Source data
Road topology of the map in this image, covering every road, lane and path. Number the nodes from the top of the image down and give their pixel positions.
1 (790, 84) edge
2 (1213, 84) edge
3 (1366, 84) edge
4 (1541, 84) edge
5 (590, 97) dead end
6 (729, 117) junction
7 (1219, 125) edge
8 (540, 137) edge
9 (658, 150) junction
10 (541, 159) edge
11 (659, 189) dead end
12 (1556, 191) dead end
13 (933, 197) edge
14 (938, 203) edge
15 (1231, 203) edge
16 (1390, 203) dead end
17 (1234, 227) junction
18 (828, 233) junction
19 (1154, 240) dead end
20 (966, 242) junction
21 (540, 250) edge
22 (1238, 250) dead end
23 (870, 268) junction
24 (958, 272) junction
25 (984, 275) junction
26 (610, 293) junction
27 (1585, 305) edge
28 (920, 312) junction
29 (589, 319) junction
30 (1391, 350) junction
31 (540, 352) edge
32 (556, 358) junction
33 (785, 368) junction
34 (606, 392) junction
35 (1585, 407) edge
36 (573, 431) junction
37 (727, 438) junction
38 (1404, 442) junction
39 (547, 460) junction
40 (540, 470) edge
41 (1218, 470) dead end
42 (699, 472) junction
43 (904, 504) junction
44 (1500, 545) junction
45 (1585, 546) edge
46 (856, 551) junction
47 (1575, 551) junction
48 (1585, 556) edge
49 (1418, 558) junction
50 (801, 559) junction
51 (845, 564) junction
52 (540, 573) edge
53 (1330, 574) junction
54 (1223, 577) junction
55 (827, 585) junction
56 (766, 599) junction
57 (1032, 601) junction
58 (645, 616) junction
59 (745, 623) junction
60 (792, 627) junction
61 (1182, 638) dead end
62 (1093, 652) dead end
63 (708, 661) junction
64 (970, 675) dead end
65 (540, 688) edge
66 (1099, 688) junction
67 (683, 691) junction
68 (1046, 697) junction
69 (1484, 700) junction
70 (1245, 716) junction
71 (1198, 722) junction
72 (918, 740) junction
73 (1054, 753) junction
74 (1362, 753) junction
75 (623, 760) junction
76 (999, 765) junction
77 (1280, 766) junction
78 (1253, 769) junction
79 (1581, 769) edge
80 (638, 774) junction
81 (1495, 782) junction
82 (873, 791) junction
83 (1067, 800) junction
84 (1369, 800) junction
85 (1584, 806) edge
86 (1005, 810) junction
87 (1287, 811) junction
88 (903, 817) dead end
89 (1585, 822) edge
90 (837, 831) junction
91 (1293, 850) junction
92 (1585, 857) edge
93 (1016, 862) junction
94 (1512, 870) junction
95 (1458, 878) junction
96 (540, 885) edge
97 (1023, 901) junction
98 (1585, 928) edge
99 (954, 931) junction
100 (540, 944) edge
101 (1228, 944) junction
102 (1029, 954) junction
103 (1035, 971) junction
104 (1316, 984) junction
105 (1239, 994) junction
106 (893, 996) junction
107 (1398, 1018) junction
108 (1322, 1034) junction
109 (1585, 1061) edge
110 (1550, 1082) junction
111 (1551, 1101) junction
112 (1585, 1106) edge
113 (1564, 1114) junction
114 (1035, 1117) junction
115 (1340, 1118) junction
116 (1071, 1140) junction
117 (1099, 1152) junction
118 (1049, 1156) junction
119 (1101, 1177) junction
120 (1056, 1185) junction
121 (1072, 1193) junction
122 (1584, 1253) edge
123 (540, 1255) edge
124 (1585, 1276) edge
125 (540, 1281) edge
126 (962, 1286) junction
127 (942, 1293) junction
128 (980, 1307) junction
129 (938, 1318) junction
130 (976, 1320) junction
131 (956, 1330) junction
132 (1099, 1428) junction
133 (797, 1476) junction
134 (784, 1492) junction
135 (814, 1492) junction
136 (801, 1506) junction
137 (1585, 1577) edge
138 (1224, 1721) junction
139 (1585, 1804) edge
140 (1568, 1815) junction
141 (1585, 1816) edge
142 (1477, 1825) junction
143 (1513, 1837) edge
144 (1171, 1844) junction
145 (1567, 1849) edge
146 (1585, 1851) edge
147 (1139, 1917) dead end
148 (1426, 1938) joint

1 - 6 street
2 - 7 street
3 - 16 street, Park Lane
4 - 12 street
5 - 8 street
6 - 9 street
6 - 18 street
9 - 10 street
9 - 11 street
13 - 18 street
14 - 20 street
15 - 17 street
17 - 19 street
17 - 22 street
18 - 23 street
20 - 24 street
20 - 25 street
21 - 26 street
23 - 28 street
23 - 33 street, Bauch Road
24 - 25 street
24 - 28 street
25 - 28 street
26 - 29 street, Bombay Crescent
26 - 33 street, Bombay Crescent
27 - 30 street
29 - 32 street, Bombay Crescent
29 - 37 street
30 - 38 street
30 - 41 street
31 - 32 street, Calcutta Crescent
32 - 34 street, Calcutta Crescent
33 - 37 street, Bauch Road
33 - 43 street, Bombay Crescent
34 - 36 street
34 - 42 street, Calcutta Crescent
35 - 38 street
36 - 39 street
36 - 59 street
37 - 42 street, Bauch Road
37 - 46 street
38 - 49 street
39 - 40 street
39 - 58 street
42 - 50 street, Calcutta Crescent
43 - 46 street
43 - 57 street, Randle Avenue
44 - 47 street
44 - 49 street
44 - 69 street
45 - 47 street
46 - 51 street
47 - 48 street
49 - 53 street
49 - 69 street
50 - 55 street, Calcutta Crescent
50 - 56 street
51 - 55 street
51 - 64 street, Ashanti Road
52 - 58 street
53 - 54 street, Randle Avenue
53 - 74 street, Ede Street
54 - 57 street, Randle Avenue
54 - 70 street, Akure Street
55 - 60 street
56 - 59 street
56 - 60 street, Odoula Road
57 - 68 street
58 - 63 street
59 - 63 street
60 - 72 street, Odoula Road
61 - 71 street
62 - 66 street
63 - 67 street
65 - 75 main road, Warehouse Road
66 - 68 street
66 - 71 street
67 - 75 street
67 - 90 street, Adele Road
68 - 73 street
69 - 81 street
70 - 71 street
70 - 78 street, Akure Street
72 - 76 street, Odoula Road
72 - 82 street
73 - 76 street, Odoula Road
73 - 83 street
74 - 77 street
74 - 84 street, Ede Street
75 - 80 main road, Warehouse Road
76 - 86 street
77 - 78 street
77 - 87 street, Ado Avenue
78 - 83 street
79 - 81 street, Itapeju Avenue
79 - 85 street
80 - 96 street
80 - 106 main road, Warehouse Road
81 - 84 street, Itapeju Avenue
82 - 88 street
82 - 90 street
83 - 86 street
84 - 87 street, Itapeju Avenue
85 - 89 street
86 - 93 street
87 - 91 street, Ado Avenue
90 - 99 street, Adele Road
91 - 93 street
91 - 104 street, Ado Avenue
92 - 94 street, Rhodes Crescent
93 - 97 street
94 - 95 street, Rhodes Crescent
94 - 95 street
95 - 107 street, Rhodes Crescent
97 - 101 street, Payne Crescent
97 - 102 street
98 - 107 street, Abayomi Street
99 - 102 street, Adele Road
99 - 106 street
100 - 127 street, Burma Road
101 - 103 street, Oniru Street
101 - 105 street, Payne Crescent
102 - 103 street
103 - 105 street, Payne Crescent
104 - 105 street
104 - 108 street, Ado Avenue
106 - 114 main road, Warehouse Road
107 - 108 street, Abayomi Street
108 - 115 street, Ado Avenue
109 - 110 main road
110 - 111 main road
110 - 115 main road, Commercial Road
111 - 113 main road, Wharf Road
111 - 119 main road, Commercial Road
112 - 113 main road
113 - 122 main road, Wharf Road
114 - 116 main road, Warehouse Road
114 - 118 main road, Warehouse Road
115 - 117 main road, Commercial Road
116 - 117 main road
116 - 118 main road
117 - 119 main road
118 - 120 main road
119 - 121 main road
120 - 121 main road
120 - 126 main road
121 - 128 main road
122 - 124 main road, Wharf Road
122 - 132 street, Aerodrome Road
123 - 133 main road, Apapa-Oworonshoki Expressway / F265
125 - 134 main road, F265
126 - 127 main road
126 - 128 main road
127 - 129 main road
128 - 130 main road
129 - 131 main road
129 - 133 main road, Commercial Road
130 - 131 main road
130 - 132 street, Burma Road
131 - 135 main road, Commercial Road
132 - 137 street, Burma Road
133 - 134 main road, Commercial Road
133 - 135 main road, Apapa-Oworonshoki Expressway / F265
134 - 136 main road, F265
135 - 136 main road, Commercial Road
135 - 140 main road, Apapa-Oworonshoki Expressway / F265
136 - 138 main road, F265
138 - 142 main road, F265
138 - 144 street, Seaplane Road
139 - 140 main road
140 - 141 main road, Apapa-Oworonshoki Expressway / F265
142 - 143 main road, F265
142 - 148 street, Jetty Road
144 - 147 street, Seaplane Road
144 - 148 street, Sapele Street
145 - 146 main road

▸ Try it
Filter the records down to the lines that contain the string "Rhodes", and copy those lines.

▸ Result
92 - 94 street, Rhodes Crescent
94 - 95 street, Rhodes Crescent
95 - 107 street, Rhodes Crescent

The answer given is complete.